Von Hermann Schlösser

Reflexionen
Furor, Einfühlsamkeit und Intellektualität: Fritz Kortner (hier im Jahr 1965).
© ullstein bild

In der ersten Reihe der Schauspielkunst stehend, war der gebürtige Wiener als Regisseur so angesehen wie widerborstig. Eine Erinnerung anlässlich seines 50. Todestages.


Am 12. Dezember 1919 erhob sich im Staatlichen Schauspielhaus am Berliner Gendarmenmarkt ein gewaltiger Tumult: Gegner und Verteidiger der Aufführung schrien aufeinander ein, es kam zu Handgreiflichkeiten. Der Auslöser der Aufregung war eine Neudeutung von Friedrich Schillers "Wilhelm Tell". Leopold Jessner, der Regisseur, hatte alle Alpenpanoramen und Kuhglocken von der Bühne verbannt und inszenierte stattdessen auf einer fast leeren Bühne den revolutionären Kampf eines demokratisch gesinnten Volkes gegen eine historisch überholte Regierung.

Die Brust des despotischen Landvogts Geßler war mit Orden des gerade abgedankten Hohenzollernreichs dekoriert, und die Fanfare, die seinen Auftritt ankündigte, zitierte das Hupsignal des Autos, mit dem Seine Majestät, Kaiser Wilhelm II., vorzufahren pflegte. Diese Verlegung des historischen Dramas in die Realität der Weimarer Republik entfachte den Zorn der konservativen Fraktion im Theaterpublikum.

Genaues Verständnis

Schillers Landvogt betritt die Bühne mit einem Befehl an seine Soldaten: "Treibt sie auseinander!" 1919 wurde daraus ein Höhepunkt der Aufführung. Fritz Kortner, der 27 Jahre alte Darsteller des Geßler, begriff instinktiv, dass es in dieser aufgeheizten Situation darauf ankam, die tobenden Gegner mundtot zu machen. In seiner glänzend geschriebenen Autobiographie "Aller Tage Abend" hat er diesen kritischen Moment 40 Jahre später selbst geschildert: "Ich stürmte, peitschenknallend, nun bis an die Rampe vor, übersteigerte den schon höchstgesteigerten Ton und schrie, die Gegenschreie ignorierend, so lange in die Zuschauerhölle hinein, das ‚Treibt sie auseinander!‘ unzählige Male wiederholend, bis die Radaubande wie vor einem Vorgesetzten kuschte." Couragiert und stimmsicher sorgte der Schauspieler also dafür, dass der nun folgende Höhepunkt des Dramas, die Apfelschuss-Szene, einigermaßen ruhig über die Bühne gehen konnte (und wie nebenbei entlarvte er auch die Obrigkeitshörigkeit der aufbegehrenden Schreier im Publikum).

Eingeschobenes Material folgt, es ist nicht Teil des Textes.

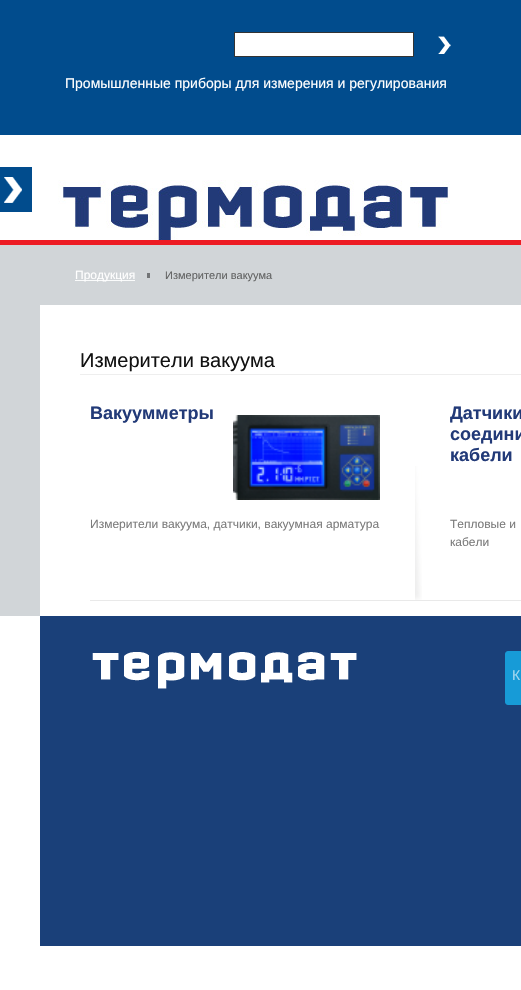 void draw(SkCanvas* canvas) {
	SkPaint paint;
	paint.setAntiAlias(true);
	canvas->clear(0xffffffff);
	paint.setColor(0xff014c8d);
	canvas->drawRect(SkRect::MakeXYWH(0, 0, 521, 135), paint);
	paint.setColor(0xffffffff);
	canvas->drawRect(SkRect::MakeXYWH(234.5, 32.5, 179, 24), paint);
	paint.setStroke(true);
	paint.setStrokeWidth(1);
	paint.setColor(0xff333333);
	canvas->drawRect(SkRect::MakeXYWH(234.5, 32.5, 179, 24), paint);
	canvas->drawImageRect(SkImages::DeferredFromEncodedData(SkData::MakeFromFileName("img1.png")), SkRect::MakeXYWH(438, 36, 13, 18), SkSamplingOptions());
	SkFont f1(fontMgr->matchFamilyStyle("Liberation Sans", SkFontStyle::Normal()), 14);
	f1.setSubpixel(true);
	paint.setStroke(false);
	paint.setColor(0xffffffff);
	canvas->drawString("Промышленные приборы для измерения и регулирования", 65, 88, f1, paint);
	paint.setColor(0xff014c8d);
	canvas->drawRect(SkRect::MakeXYWH(0, 167, 32, 45), paint);
	canvas->drawImageRect(SkImages::DeferredFromEncodedData(SkData::MakeFromFileName("img2.png")), SkRect::MakeXYWH(4, 177, 18, 26), SkSamplingOptions());
	paint.setColor(0xffed1c24);
	canvas->drawRect(SkRect::MakeXYWH(0, 240, 521, 5), paint);
	canvas->drawImageRect(SkImages::DeferredFromEncodedData(SkData::MakeFromFileName("img3.png")), SkRect::MakeXYWH(58, 180, 392, 60), SkSamplingOptions());
	paint.setColor(0xffd1d5d8);
	canvas->drawRect(SkRect::MakeXYWH(0, 245, 521, 371), paint);
	paint.setColor(0xff737577);
	canvas->drawRect(SkRect::MakeXYWH(147, 273, 3, 5), paint);
	paint.setColor(0xfffafbfb);
	canvas->drawRect(SkRect::MakeXYWH(75, 280, 60, 1), paint);
	SkFont f2(fontMgr->matchFamilyStyle("Liberation Sans", SkFontStyle::Normal()), 12);
	f2.setSubpixel(true);
	paint.setColor(0xffffffff);
	canvas->drawString("Продукция", 75, 279, f2, paint);
	SkFont f3(fontMgr->matchFamilyStyle("Liberation Sans", SkFontStyle::Normal()), 11);
	f3.setSubpixel(true);
	paint.setColor(0xff616262);
	canvas->drawString("Измерители вакуума", 165, 279, f3, paint);
	paint.setColor(0xffffffff);
	canvas->drawRect(SkRect::MakeXYWH(40, 305, 481, 311), paint);
	paint.setColor(0xffeeeeee);
	canvas->drawRect(SkRect::MakeXYWH(80, 374, 441, 1), paint);
	SkFont f4(fontMgr->matchFamilyStyle("Liberation Sans", SkFontStyle::Normal()), 20);
	f4.setSubpixel(true);
	paint.setColor(0xff121212);
	canvas->drawString("Измерители вакуума", 80, 367, f4, paint);
	SkFont f5(fontMgr->matchFamilyStyle("Liberation Sans", SkFontStyle::Bold()), 18);
	f5.setSubpixel(true);
	paint.setColor(0xff223a78);
	canvas->drawString("Вакуумметры", 90, 419, f5, paint);
	canvas->drawImageRect(SkImages::DeferredFromEncodedData(SkData::MakeFromFileName("img4.png")), SkRect::MakeXYWH(233, 415, 147, 85), SkSamplingOptions());
	paint.setColor(0xff7b7b7b);
	canvas->drawString("Измерители вакуума, датчики, вакуумная арматура", 90, 528, f2, paint);
	canvas->drawImageRect(SkImages::DeferredFromEncodedData(SkData::MakeFromFileName("img5.png")), SkRect::MakeXYWH(415, 466, 7, 134), SkSamplingOptions());
	paint.setColor(0xff223a78);
	canvas->drawString("Датчики", 450, 419, f5, paint);
	canvas->drawString("соедини", 450, 440, f5, paint);
	canvas->drawString("кабели", 450, 461, f5, paint);
	paint.setColor(0xff7b7b7b);
	canvas->drawString("Тепловые и", 450, 528, f2, paint);
	canvas->drawString("кабели", 450, 546, f2, paint);
	paint.setColor(0xffe9e9e9);
	canvas->drawRect(SkRect::MakeXYWH(90, 600, 431, 1), paint);
	paint.setColor(0xff1a4079);
	canvas->drawRect(SkRect::MakeXYWH(40, 616, 481, 330), paint);
	canvas->drawImageRect(SkImages::DeferredFromEncodedData(SkData::MakeFromFileName("img6.png")), SkRect::MakeXYWH(92, 652, 265, 37), SkSamplingOptions());
	paint.setColor(0xff179bd7);
	canvas->drawRoundRect(SkRect::MakeXYWH(505.5, 651.5, 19, 53), 2.5, 2.5, paint);
	paint.setStroke(true);
	canvas->drawRoundRect(SkRect::MakeXYWH(505.5, 651.5, 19, 53), 2.5, 2.5, paint);
	paint.setStroke(false);
	paint.setColor(0xffa2d7ef);
	canvas->drawString("К", 512, 680, f1, paint);
}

Dieser Abend bedeutete für den jungen Schauspieler den endgültigen Durchbruch. In den folgenden Jahren wurde er zu einem führenden Akteur des expressionistischen Theaters, dessen exaltierter Darstellungsstil - gemischt aus Rasanz und Pathos - manche Zeitgenossen erregte, andere abstieß. Ein Meister der ausgewogenen Mitte ist Fritz Kortner nie gewesen. Allerdings begriff er bald, dass er seine Kunstmittel weiterentwickeln müsse, um der Gefahr der Routine zu entgehen. Er erarbeitete sich ein genaues Verständnis für die Zwischentöne und Widersprüchlichkeiten anspruchsvoller Partien. Die so entstehende Verbindung aus Furor, Einfühlsamkeit und Intellektualität ließ ihn zum großen Shakespeare-Interpreten werden: Richard III., Othello, Hamlet, Caliban gehörten zu seinen Glanzrollen. Doch er trat nicht nur auf der Bühne in Erscheinung, sondern auch in zahlreichen Stumm- und Tonfilmen. So erarbeitete sich Kortner im Lauf eines Jahrzehnts einen Platz in der allerersten Reihe der deutschen Schauspielkunst.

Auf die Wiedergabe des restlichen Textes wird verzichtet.